Da wird nur einmal kurz ein 2-Zeiler eingeblendet und dann verschwindet das Fenster wieder. Ergebnisse bringt diese
Methode bei mir leider nicht hervor.
- Bei mir läuft schon seit fast 24 Stunden "TestDisk 6" durch; ich hab' auf eine Analyse meiner Festplatte geklickt,
die jetzt momentan bei 80 % ist. Was das mir bringen soll, weiß ich nicht.
- "TestDisk 6" hat die Größe meiner Festplatte richtig erkannt (1000 GB bzw. 931 GB).

Vielleicht ist einfach nur das Datei-Format zerschossen und kann irgendwie wiederhergestellt werden; ich kann mir nicht
vorstellen, dass die Platte im Arsch ist oder alle Daten auf ihr verschwunden sind.
*
Was soll/kann ich tun ?*

Ich hab' zur Not noch eine 2. externe Festplatte; brandneu, gleicher Hersteller wie zuvor, 2 TB.
Wenn alle Stricke reißen, kann ich das Not-PC-BackUp sicherlich auch auf diese raufbügeln.
Ich hab' aber keinen Bock drauf, dass mit der das gleiche wie mit der ersten passiert.
Im Nachhinein denk' ich wehmütig daran, dass ich die 1. ext.
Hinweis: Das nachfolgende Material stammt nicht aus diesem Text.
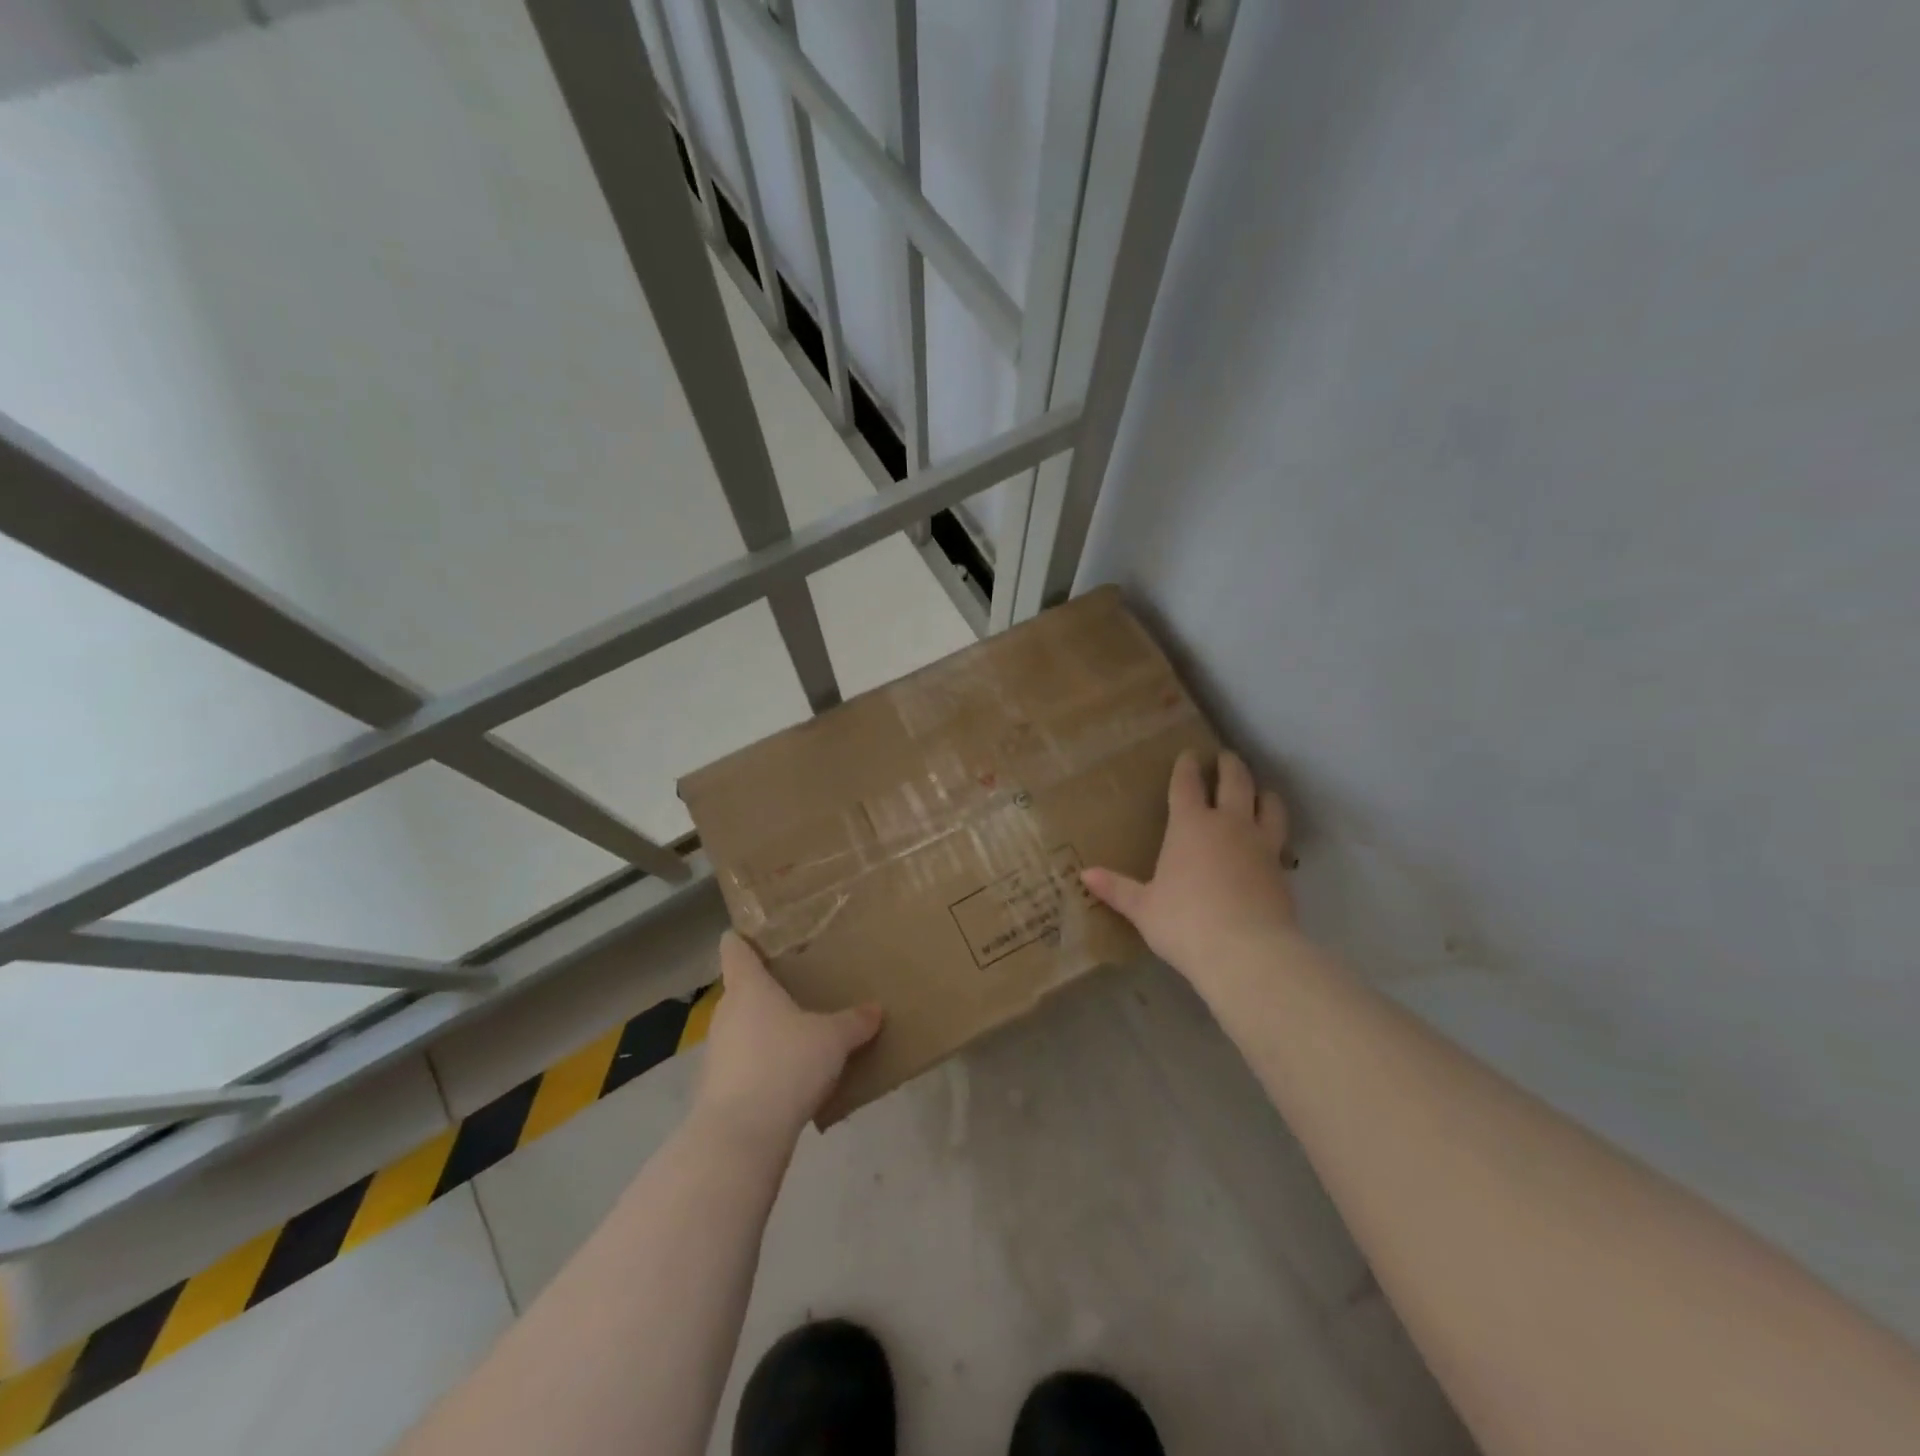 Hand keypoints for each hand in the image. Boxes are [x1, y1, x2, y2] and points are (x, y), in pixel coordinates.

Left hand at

Festplatte doch in die Sicherheitssteckdosenleiste
mit An- und Ausschalter hätte reinstecken können; also - Steckdosenleiste ausschalten - Festplatte komplett verkabeln - Steckdosenleiste anschalten.
So werd' ich sicherheitshalber fortan auch nur noch mit meinen ext. Festplatten umgehen;
aber SCHEI?E man, das kann doch nicht angehen, dass da tatsächlich die Festplatte von so einem vollkommen
gängigem Anschließen wie ganz oben beschrieben geschrottet wurde !?
Diese Vorgehensweise "Gerät+Kabel => Buchse" ist vollkommen normal, ja mehr noch, vorschriftsgemäß für zahlreiche
Elektrogeräte und Lichtquellen.
Hinzu kommt noch, dass in der Anleitung kein Sterbenswörtchen (!) über irgendwelche Dinge verloren wurde,
auf die beim elektrischen Anschließen der Festplatte zu achten ist - ich hab' zuvor extra danach gesucht !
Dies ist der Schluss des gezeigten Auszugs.